▶ _Problem details_
Copy the records that follow exactly, leaving nothing out.

▶ _Collected data_
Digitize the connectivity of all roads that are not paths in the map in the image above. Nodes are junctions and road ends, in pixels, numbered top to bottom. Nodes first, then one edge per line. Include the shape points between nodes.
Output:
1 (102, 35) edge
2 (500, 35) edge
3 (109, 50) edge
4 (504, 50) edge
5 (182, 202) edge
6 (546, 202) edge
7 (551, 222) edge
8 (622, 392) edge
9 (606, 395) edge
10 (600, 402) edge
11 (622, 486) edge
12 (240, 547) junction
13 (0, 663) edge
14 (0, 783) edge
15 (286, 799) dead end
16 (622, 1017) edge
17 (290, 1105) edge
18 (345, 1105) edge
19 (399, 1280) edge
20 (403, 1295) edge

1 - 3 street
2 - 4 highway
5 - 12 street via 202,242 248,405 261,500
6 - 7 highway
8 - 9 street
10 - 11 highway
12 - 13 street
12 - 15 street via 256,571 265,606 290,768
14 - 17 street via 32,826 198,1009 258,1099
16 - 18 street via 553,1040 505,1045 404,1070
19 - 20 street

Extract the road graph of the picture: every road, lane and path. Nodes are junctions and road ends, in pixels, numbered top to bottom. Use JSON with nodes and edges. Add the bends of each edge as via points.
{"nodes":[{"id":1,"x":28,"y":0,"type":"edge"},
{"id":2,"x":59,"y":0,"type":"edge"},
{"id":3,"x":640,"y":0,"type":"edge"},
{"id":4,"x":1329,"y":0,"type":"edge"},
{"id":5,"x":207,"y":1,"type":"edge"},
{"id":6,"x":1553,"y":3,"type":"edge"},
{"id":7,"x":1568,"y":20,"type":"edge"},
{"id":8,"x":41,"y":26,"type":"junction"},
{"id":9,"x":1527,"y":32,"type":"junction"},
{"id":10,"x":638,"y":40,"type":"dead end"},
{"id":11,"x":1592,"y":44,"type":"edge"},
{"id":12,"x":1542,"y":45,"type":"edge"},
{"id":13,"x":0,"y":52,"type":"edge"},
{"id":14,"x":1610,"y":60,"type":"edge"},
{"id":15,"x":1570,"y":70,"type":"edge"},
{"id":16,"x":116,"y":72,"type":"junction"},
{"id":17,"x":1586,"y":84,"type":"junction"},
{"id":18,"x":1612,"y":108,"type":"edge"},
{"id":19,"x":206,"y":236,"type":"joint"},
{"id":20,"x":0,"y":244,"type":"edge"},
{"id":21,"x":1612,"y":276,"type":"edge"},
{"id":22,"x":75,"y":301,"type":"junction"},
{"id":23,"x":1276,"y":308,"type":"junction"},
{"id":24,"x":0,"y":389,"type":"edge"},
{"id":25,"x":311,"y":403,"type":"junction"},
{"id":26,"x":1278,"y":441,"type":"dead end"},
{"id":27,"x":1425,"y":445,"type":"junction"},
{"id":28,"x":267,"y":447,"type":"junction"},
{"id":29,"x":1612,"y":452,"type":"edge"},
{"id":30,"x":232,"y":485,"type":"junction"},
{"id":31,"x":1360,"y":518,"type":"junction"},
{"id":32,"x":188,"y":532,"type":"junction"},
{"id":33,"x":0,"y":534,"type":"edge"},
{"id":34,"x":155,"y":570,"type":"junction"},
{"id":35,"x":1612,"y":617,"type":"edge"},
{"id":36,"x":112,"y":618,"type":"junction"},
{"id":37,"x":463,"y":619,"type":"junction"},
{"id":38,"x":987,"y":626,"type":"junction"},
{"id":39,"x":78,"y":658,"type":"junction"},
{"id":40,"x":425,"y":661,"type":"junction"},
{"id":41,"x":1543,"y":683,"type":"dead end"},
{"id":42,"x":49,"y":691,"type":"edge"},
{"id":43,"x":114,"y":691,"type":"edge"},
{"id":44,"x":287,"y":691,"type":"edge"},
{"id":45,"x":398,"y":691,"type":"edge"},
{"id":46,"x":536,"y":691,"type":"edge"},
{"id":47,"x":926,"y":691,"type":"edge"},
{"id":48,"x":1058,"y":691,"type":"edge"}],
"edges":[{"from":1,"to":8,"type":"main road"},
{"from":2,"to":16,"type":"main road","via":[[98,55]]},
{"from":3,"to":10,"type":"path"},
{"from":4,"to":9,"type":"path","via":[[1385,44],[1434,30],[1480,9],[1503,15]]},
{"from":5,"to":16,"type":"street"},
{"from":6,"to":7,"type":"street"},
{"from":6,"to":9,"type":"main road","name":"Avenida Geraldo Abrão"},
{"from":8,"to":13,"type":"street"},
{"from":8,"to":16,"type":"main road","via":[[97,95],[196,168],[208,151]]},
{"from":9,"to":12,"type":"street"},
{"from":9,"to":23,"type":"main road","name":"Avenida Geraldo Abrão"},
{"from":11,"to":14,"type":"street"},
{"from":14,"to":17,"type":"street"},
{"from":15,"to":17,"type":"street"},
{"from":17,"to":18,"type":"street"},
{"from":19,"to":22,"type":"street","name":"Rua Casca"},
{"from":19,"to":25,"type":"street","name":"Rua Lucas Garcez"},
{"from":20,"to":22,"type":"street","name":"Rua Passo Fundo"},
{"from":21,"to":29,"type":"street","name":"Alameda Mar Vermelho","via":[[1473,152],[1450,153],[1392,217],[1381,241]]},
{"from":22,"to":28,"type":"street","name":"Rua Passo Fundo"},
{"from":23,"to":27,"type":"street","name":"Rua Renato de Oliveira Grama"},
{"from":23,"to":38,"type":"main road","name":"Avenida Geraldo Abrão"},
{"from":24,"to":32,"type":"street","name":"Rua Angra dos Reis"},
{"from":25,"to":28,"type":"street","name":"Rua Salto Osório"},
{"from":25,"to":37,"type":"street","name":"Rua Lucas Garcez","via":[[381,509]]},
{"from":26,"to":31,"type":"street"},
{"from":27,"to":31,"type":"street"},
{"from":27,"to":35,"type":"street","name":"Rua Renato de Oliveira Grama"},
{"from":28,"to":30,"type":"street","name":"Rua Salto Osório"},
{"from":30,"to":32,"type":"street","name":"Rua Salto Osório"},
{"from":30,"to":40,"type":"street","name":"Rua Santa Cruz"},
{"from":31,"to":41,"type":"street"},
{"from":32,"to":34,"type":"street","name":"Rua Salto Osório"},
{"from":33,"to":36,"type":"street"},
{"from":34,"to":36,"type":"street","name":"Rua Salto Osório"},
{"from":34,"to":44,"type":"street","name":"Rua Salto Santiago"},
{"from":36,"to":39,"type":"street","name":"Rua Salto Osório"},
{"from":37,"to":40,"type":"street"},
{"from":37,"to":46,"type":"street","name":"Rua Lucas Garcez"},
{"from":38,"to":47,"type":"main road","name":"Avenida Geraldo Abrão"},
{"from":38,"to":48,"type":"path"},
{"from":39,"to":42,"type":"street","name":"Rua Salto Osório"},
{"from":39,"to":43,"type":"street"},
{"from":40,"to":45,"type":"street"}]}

▶ _Your solution_
Digitize the connectivity of all roads that are not paths in the map in the image above. Nodes are junctions and road ends, in pixels, numbered top to bottom. Nodes first, then one edge per line. Include the shape points between nodes.
Output:
1 (102, 35) edge
2 (500, 35) edge
3 (109, 50) edge
4 (504, 50) edge
5 (182, 202) edge
6 (546, 202) edge
7 (551, 222) edge
8 (622, 392) edge
9 (606, 395) edge
10 (600, 402) edge
11 (622, 486) edge
12 (240, 547) junction
13 (0, 663) edge
14 (0, 783) edge
15 (286, 799) dead end
16 (622, 1017) edge
17 (290, 1105) edge
18 (345, 1105) edge
19 (399, 1280) edge
20 (403, 1295) edge

1 - 3 street
2 - 4 highway
5 - 12 street via 202,242 248,405 261,500
6 - 7 highway
8 - 9 street
10 - 11 highway
12 - 13 street
12 - 15 street via 256,571 265,606 290,768
14 - 17 street via 32,826 198,1009 258,1099
16 - 18 street via 553,1040 505,1045 404,1070
19 - 20 street

Extract the road graph of the picture: every road, lane and path. Nodes are junctions and road ends, in pixels, numbered top to bottom. Use JSON with nodes and edges. Add the bends of each edge as via points.
{"nodes":[{"id":1,"x":28,"y":0,"type":"edge"},
{"id":2,"x":59,"y":0,"type":"edge"},
{"id":3,"x":640,"y":0,"type":"edge"},
{"id":4,"x":1329,"y":0,"type":"edge"},
{"id":5,"x":207,"y":1,"type":"edge"},
{"id":6,"x":1553,"y":3,"type":"edge"},
{"id":7,"x":1568,"y":20,"type":"edge"},
{"id":8,"x":41,"y":26,"type":"junction"},
{"id":9,"x":1527,"y":32,"type":"junction"},
{"id":10,"x":638,"y":40,"type":"dead end"},
{"id":11,"x":1592,"y":44,"type":"edge"},
{"id":12,"x":1542,"y":45,"type":"edge"},
{"id":13,"x":0,"y":52,"type":"edge"},
{"id":14,"x":1610,"y":60,"type":"edge"},
{"id":15,"x":1570,"y":70,"type":"edge"},
{"id":16,"x":116,"y":72,"type":"junction"},
{"id":17,"x":1586,"y":84,"type":"junction"},
{"id":18,"x":1612,"y":108,"type":"edge"},
{"id":19,"x":206,"y":236,"type":"joint"},
{"id":20,"x":0,"y":244,"type":"edge"},
{"id":21,"x":1612,"y":276,"type":"edge"},
{"id":22,"x":75,"y":301,"type":"junction"},
{"id":23,"x":1276,"y":308,"type":"junction"},
{"id":24,"x":0,"y":389,"type":"edge"},
{"id":25,"x":311,"y":403,"type":"junction"},
{"id":26,"x":1278,"y":441,"type":"dead end"},
{"id":27,"x":1425,"y":445,"type":"junction"},
{"id":28,"x":267,"y":447,"type":"junction"},
{"id":29,"x":1612,"y":452,"type":"edge"},
{"id":30,"x":232,"y":485,"type":"junction"},
{"id":31,"x":1360,"y":518,"type":"junction"},
{"id":32,"x":188,"y":532,"type":"junction"},
{"id":33,"x":0,"y":534,"type":"edge"},
{"id":34,"x":155,"y":570,"type":"junction"},
{"id":35,"x":1612,"y":617,"type":"edge"},
{"id":36,"x":112,"y":618,"type":"junction"},
{"id":37,"x":463,"y":619,"type":"junction"},
{"id":38,"x":987,"y":626,"type":"junction"},
{"id":39,"x":78,"y":658,"type":"junction"},
{"id":40,"x":425,"y":661,"type":"junction"},
{"id":41,"x":1543,"y":683,"type":"dead end"},
{"id":42,"x":49,"y":691,"type":"edge"},
{"id":43,"x":114,"y":691,"type":"edge"},
{"id":44,"x":287,"y":691,"type":"edge"},
{"id":45,"x":398,"y":691,"type":"edge"},
{"id":46,"x":536,"y":691,"type":"edge"},
{"id":47,"x":926,"y":691,"type":"edge"},
{"id":48,"x":1058,"y":691,"type":"edge"}],
"edges":[{"from":1,"to":8,"type":"main road"},
{"from":2,"to":16,"type":"main road","via":[[98,55]]},
{"from":3,"to":10,"type":"path"},
{"from":4,"to":9,"type":"path","via":[[1385,44],[1434,30],[1480,9],[1503,15]]},
{"from":5,"to":16,"type":"street"},
{"from":6,"to":7,"type":"street"},
{"from":6,"to":9,"type":"main road","name":"Avenida Geraldo Abrão"},
{"from":8,"to":13,"type":"street"},
{"from":8,"to":16,"type":"main road","via":[[97,95],[196,168],[208,151]]},
{"from":9,"to":12,"type":"street"},
{"from":9,"to":23,"type":"main road","name":"Avenida Geraldo Abrão"},
{"from":11,"to":14,"type":"street"},
{"from":14,"to":17,"type":"street"},
{"from":15,"to":17,"type":"street"},
{"from":17,"to":18,"type":"street"},
{"from":19,"to":22,"type":"street","name":"Rua Casca"},
{"from":19,"to":25,"type":"street","name":"Rua Lucas Garcez"},
{"from":20,"to":22,"type":"street","name":"Rua Passo Fundo"},
{"from":21,"to":29,"type":"street","name":"Alameda Mar Vermelho","via":[[1473,152],[1450,153],[1392,217],[1381,241]]},
{"from":22,"to":28,"type":"street","name":"Rua Passo Fundo"},
{"from":23,"to":27,"type":"street","name":"Rua Renato de Oliveira Grama"},
{"from":23,"to":38,"type":"main road","name":"Avenida Geraldo Abrão"},
{"from":24,"to":32,"type":"street","name":"Rua Angra dos Reis"},
{"from":25,"to":28,"type":"street","name":"Rua Salto Osório"},
{"from":25,"to":37,"type":"street","name":"Rua Lucas Garcez","via":[[381,509]]},
{"from":26,"to":31,"type":"street"},
{"from":27,"to":31,"type":"street"},
{"from":27,"to":35,"type":"street","name":"Rua Renato de Oliveira Grama"},
{"from":28,"to":30,"type":"street","name":"Rua Salto Osório"},
{"from":30,"to":32,"type":"street","name":"Rua Salto Osório"},
{"from":30,"to":40,"type":"street","name":"Rua Santa Cruz"},
{"from":31,"to":41,"type":"street"},
{"from":32,"to":34,"type":"street","name":"Rua Salto Osório"},
{"from":33,"to":36,"type":"street"},
{"from":34,"to":36,"type":"street","name":"Rua Salto Osório"},
{"from":34,"to":44,"type":"street","name":"Rua Salto Santiago"},
{"from":36,"to":39,"type":"street","name":"Rua Salto Osório"},
{"from":37,"to":40,"type":"street"},
{"from":37,"to":46,"type":"street","name":"Rua Lucas Garcez"},
{"from":38,"to":47,"type":"main road","name":"Avenida Geraldo Abrão"},
{"from":38,"to":48,"type":"path"},
{"from":39,"to":42,"type":"street","name":"Rua Salto Osório"},
{"from":39,"to":43,"type":"street"},
{"from":40,"to":45,"type":"street"}]}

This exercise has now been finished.